Ruth Dubin, a family practitioner from Canada who attended Meldrum’s workshop, said that patient stories are incredibly powerful, and she hopes that more providers take them into account when treating patients who are living with persistent pain.

“The tragedy in Canada is that there are still no pain competencies for family physicians,” she said. “But what we’re learning is how important the patient story is—and what an honor it is to hear that story. We need to start listening more so we can help our patients learn how to manage their pain and lead better, more meaningful lives.”

Knowledge is power

In a second patient engagement workshop at the World Congress, “The Patient Perspective: Pain Science and Patient Empowerment,” Joletta Belton, co-founder and executive director of the Endless Possibilities Initiative, discussed how understanding pain science was a powerful force in her own recovery.

“Recovery may not mean what you think it means. It isn’t about being pain-free. It’s about being empowered to live well whether pain is present or not,” she said.

Belton recounted how, during the course of her work as a firefighter/paramedic, she hurt her hip stepping off the fire engine. What started as a “twinge” became so unbearable she could not sit for more than a few minutes. As a result, she had to take a desk job at the firehouse and deal with an adversarial worker’s compensation system as she went through injections, surgery, and physical therapy. But her injury changed more than just her employment status.

“The pain changed me. It changed who I was. I was no longer fun, no longer funny. I felt like I had let everyone down—my husband, my family, my friends, and my fellow firefighters,” she said. “Especially my fellow female firefighters. I felt like I made their job harder. They already have to prove they belong; too many believe they don’t. I felt like I confirmed the naysayers right.”

But Belton said something changed for her once she went back to school to study pain science after medically retiring from the fire service. She hoped to get some answers about how to “fix” her pain. But that wasn’t what she found.

“I learned that pain was more complex than I thought. It wasn’t just a tissue or structural injury,” she explained. “Understanding that pain is a biopsychosocial experience changed everything,” she said, referring to the biological, psychological, and social factors that all contribute to chronic pain. “And the more I learned, the more I started to understand my pain differently.

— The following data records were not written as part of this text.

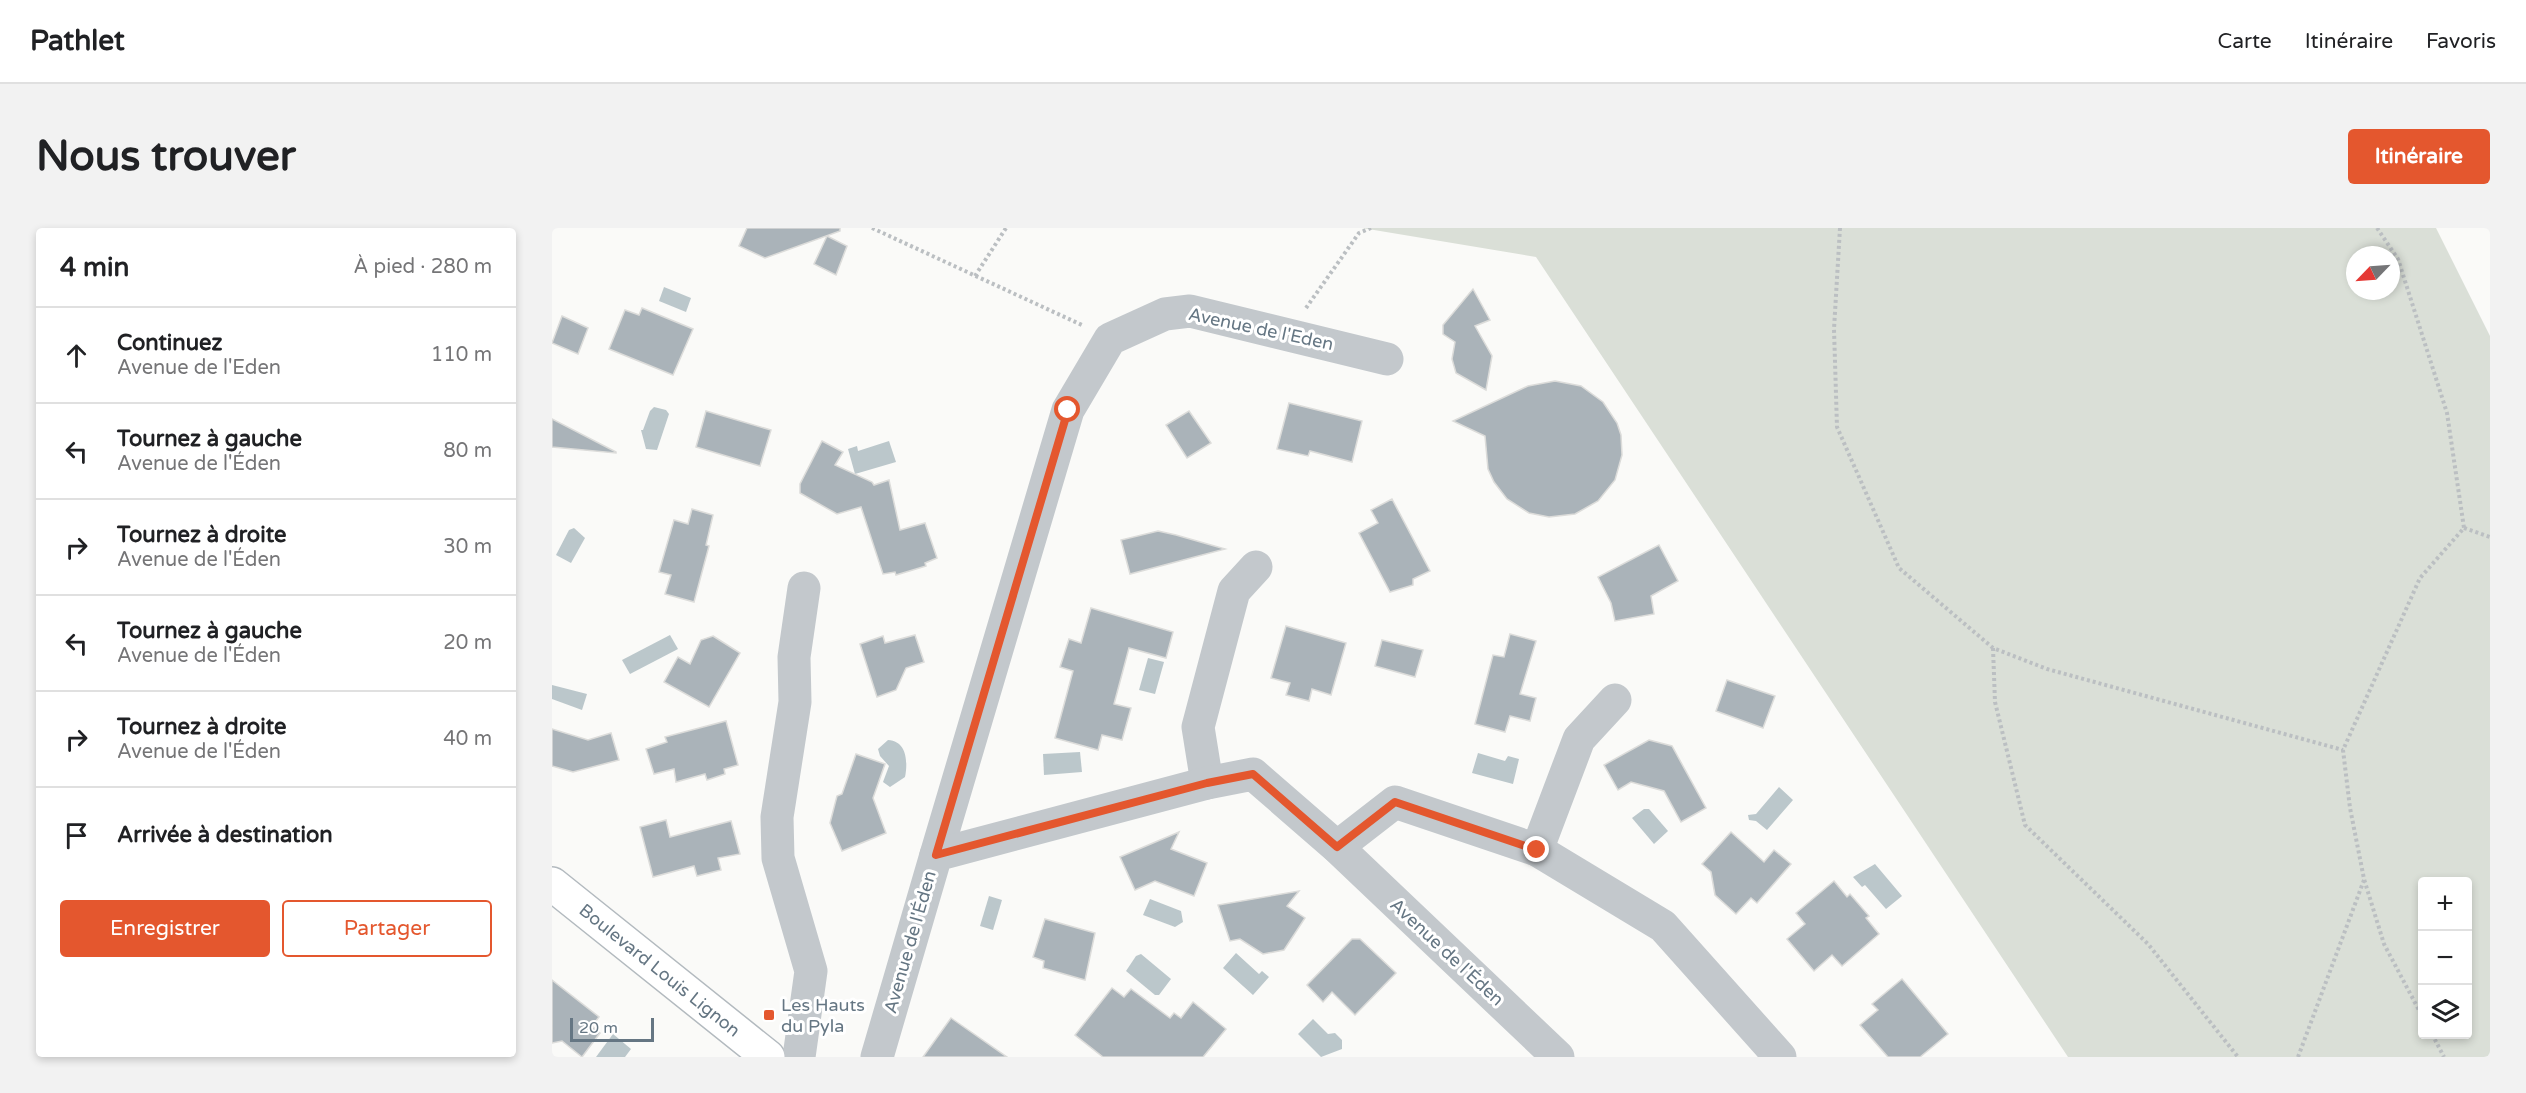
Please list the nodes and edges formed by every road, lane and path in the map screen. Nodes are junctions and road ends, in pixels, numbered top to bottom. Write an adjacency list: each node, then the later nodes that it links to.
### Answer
1 (872, 228): 8 (path)
2 (1006, 228): 8 (path)
3 (1355, 228): 7 (path)
4 (1371, 228): 7 (path)
5 (1840, 228): 16 (path)
6 (2377, 228): 12 (path)
7 (1359, 232): 9 (path)
8 (975, 276): 10 (path)
9 (1288, 333): 10 (street, Avenue de l'Eden); 11 (street, Avenue de l'Eden)
10 (1110, 339): 22 (street)
11 (1388, 359)
12 (2464, 528): 13 (path); 18 (path)
13 (2490, 537)
14 (1256, 567): 19 (street)
15 (804, 588): 28 (street)
16 (1993, 648): 18 (path); 32 (path)
17 (1616, 700): 21 (street)
18 (2343, 750): 23 (path)
19 (1207, 783): 20 (street, Avenue de l'Éden); 22 (street, Avenue de l'Éden)
20 (1337, 847): 21 (street); 30 (street, Avenue de l'Éden)
21 (1537, 850): 31 (street)
22 (936, 855): 29 (street, Avenue de l'Éden)
23 (2364, 879): 25 (path); 33 (path)
24 (552, 884): 27 (main road, Boulevard Louis Lignon)
25 (2418, 1008)
26 (2434, 1039): 34 (path)
27 (768, 1057)
28 (799, 1057)
29 (877, 1057)
30 (1558, 1057)
31 (1780, 1057)
32 (2238, 1057)
33 (2298, 1057)
34 (2444, 1057)

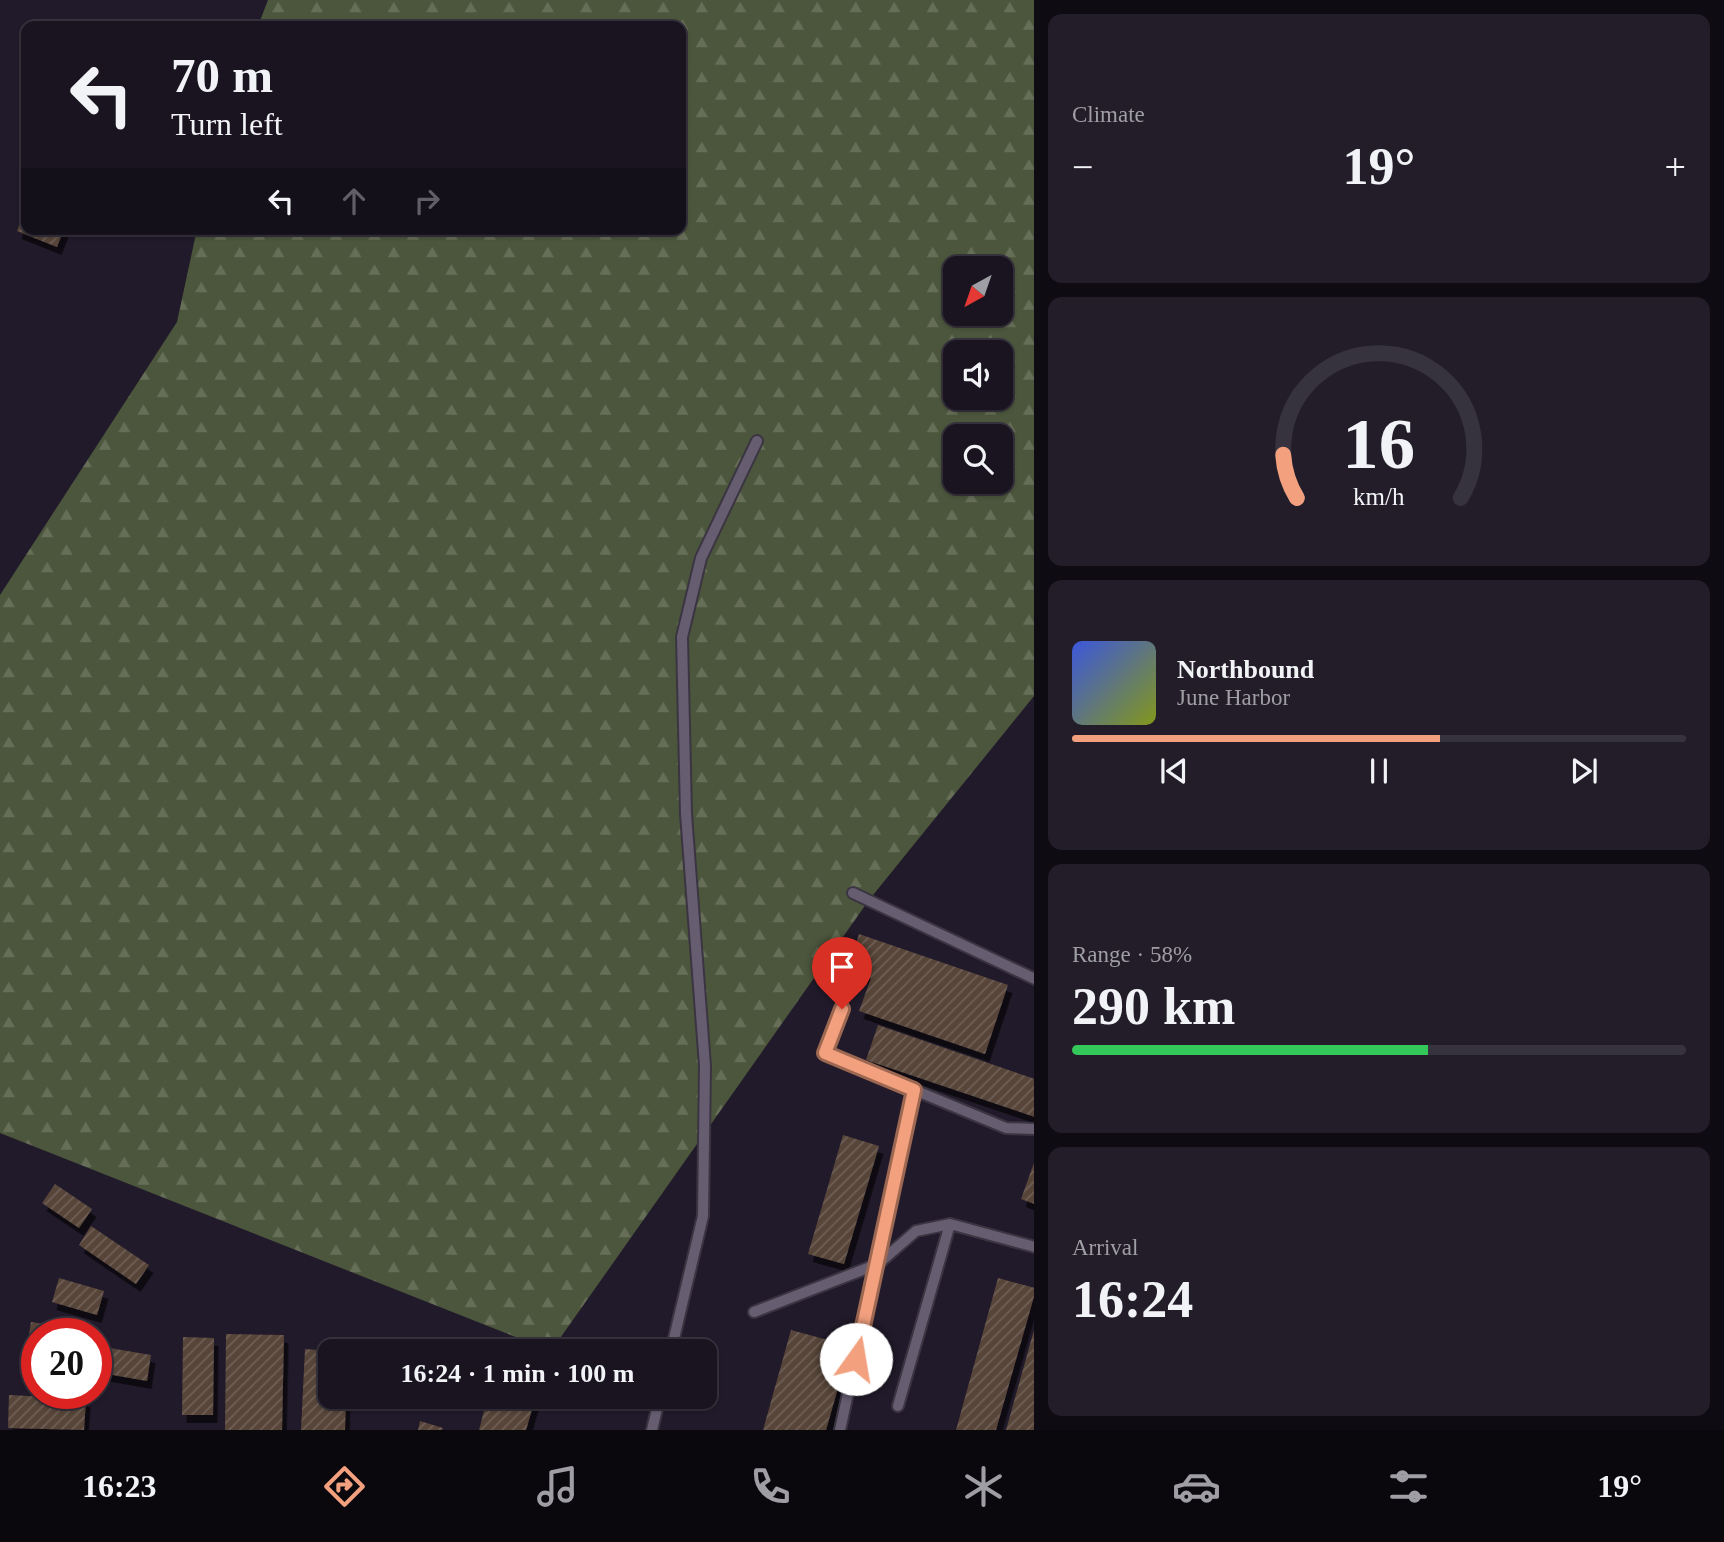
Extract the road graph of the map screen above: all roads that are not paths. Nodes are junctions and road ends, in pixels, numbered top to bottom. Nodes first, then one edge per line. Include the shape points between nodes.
1 (757, 441) dead end
2 (853, 892) dead end
3 (1034, 979) edge
4 (842, 1009) dead end
5 (914, 1090) junction
6 (1034, 1129) edge
7 (950, 1224) junction
8 (1034, 1247) edge
9 (878, 1264) junction
10 (754, 1312) dead end
11 (674, 1339) edge
12 (898, 1406) dead end
13 (657, 1409) edge
14 (652, 1430) edge
15 (840, 1430) edge

1 - 11 lane via 701,558 682,637 686,814 705,1066 704,1216
2 - 3 lane
4 - 5 lane via 825,1053
5 - 6 lane via 1006,1128
5 - 9 lane
7 - 8 lane
7 - 9 lane via 916,1231
7 - 12 lane
9 - 10 lane
9 - 15 lane
13 - 14 lane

And it opened up possibilities for me.”

By focusing only on symptoms where the pain is felt, Belton said, healthcare providers may miss important aspects of a patient’s story that could help them better guide patients to the right treatments.

“Listening to the patient’s story is the first step in that process,” she said. And once patients understand how “weird” and complex pain is—through discussions of phantom limb pain, stress-related pain, and pain’s protective role, for instance—they can better understand the power they have to modulate their own pain experience.

“Since the brain is plastic,” she said, referring to the brain’s ability to change throughout life, “education and knowledge is treatment,” she said. “When you understand that you can retrain your brain, and retrain your protective systems, that’s empowerment. It allows us to accept what has happened without having to accept it as our future, too. There is realistic hope that things can and will change.”

Kayt Sukel is a freelance writer based outside Houston, Texas.